Les punitions ne fonctionnent pas
Les punitions ne fonctionnent pas. Ca ne fait que nourrir l’anxiété et le stress de votre enfant alors qu’ils le sont déjà et que c’est pour cela qu’ils se comportent ainsi. Donner à votre enfant le choix, même si celui-ci est illusoire, est toujours mieux que de donner des ordres. Par exemple, vous pouvez dire à votre enfant ce qu’il se passera s’il ne fait pas quelque chose mais sans dire qu’il doit le faire. Dire à votre enfant qu’il doit faire quelque chose lui donne l’impression que c’est une situation de vie ou de mort alors que la plupart du temps ce n’est pas le cas ! Ce n’est pas la fin du monde si votre enfant ne rend pas ses devoirs ou s’il est en retard à l’école parce qu’il n’a pas mis ses chaussures.
La chose qu’il est importante de lui apprendre est la régulation des émotions et que ses sentiments sont légitimes et réels, ce qui va l’aider à utiliser des stratégies pour calmer ces émotions. S’il ne sait pas ce qu’il ressent (ce qui est très commun puisque l’alexithymie est très commune chez les personnes autistes), il ne saura pas qu’il est contrarié et cela peut mener à #4, des meltdown (ou shutdown).

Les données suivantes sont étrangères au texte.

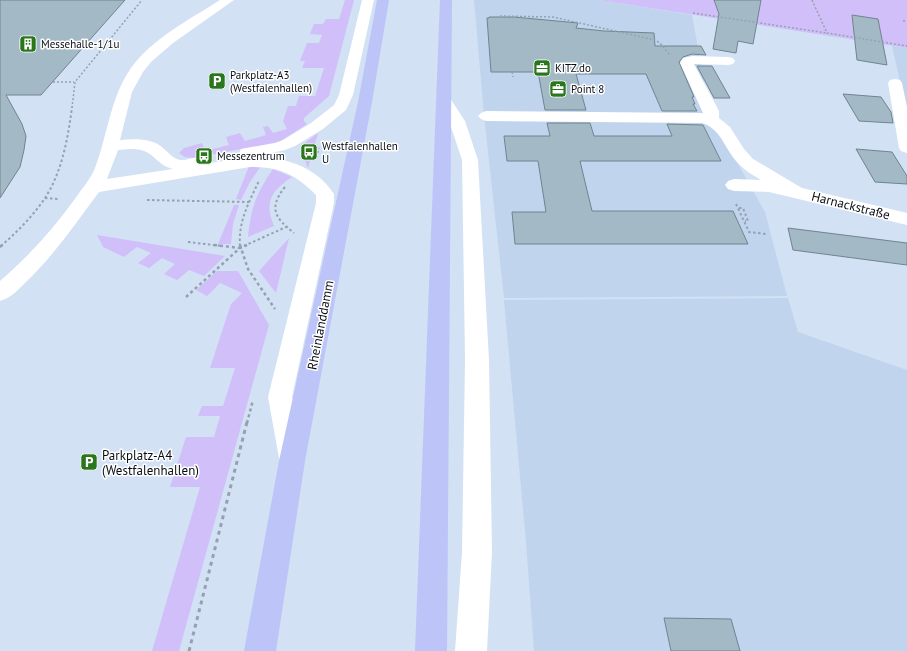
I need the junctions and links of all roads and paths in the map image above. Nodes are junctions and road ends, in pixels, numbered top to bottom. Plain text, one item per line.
1 (142, 0) edge
2 (228, 0) edge
3 (368, 0) edge
4 (383, 0) edge
5 (446, 0) edge
6 (812, 0) edge
7 (693, 13) dead end
8 (500, 16) dead end
9 (903, 21) dead end
10 (907, 21) edge
11 (827, 33) junction
12 (663, 46) dead end
13 (907, 46) edge
14 (728, 61) dead end
15 (512, 72) dead end
16 (513, 77) dead end
17 (53, 82) dead end
18 (75, 82) junction
19 (895, 83) dead end
20 (443, 98) junction
21 (486, 116) dead end
22 (711, 120) junction
23 (112, 146) junction
24 (907, 148) edge
25 (274, 162) junction
26 (179, 165) junction
27 (97, 182) junction
28 (795, 191) junction
29 (735, 194) joint
30 (738, 208) junction
31 (907, 219) edge
32 (745, 221) dead end
33 (286, 227) dead end
34 (766, 234) dead end
35 (188, 242) dead end
36 (0, 248) edge
37 (240, 248) junction
38 (0, 293) edge
39 (186, 297) dead end
40 (276, 310) dead end
41 (254, 395) dead end
42 (292, 461) junction
43 (189, 651) edge
44 (260, 651) edge
45 (431, 651) edge
46 (471, 651) edge

1 - 18 path
2 - 23 street
3 - 26 street
4 - 42 main road, Rheinlanddamm
5 - 20 main road
6 - 11 path
7 - 11 path
8 - 12 path
9 - 10 path
11 - 13 path
14 - 22 street
15 - 16 path
17 - 18 path
18 - 36 path
19 - 24 street
20 - 45 main road
20 - 46 street
21 - 22 street
22 - 28 street
23 - 26 street
23 - 27 street
25 - 27 street
25 - 37 path
25 - 42 street
26 - 27 street
27 - 38 street
28 - 29 street
28 - 31 street, Harnackstraße
29 - 30 path
30 - 32 path
30 - 34 path
33 - 37 path
35 - 37 path
37 - 39 path
37 - 40 path
41 - 43 path
42 - 44 main road, Rheinlanddamm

En tant que parent, vous pouvez lui montrer des modèles d’émotions en lui disant ce que vous ressentez. Par exemple : « Je me sens anxieux parce que je n’ai pas été capable de te cuisiner le dîner à temps, je vais donc essayer de respirer profondément et de faire une activité que j’aime pour essayer de me calmer. »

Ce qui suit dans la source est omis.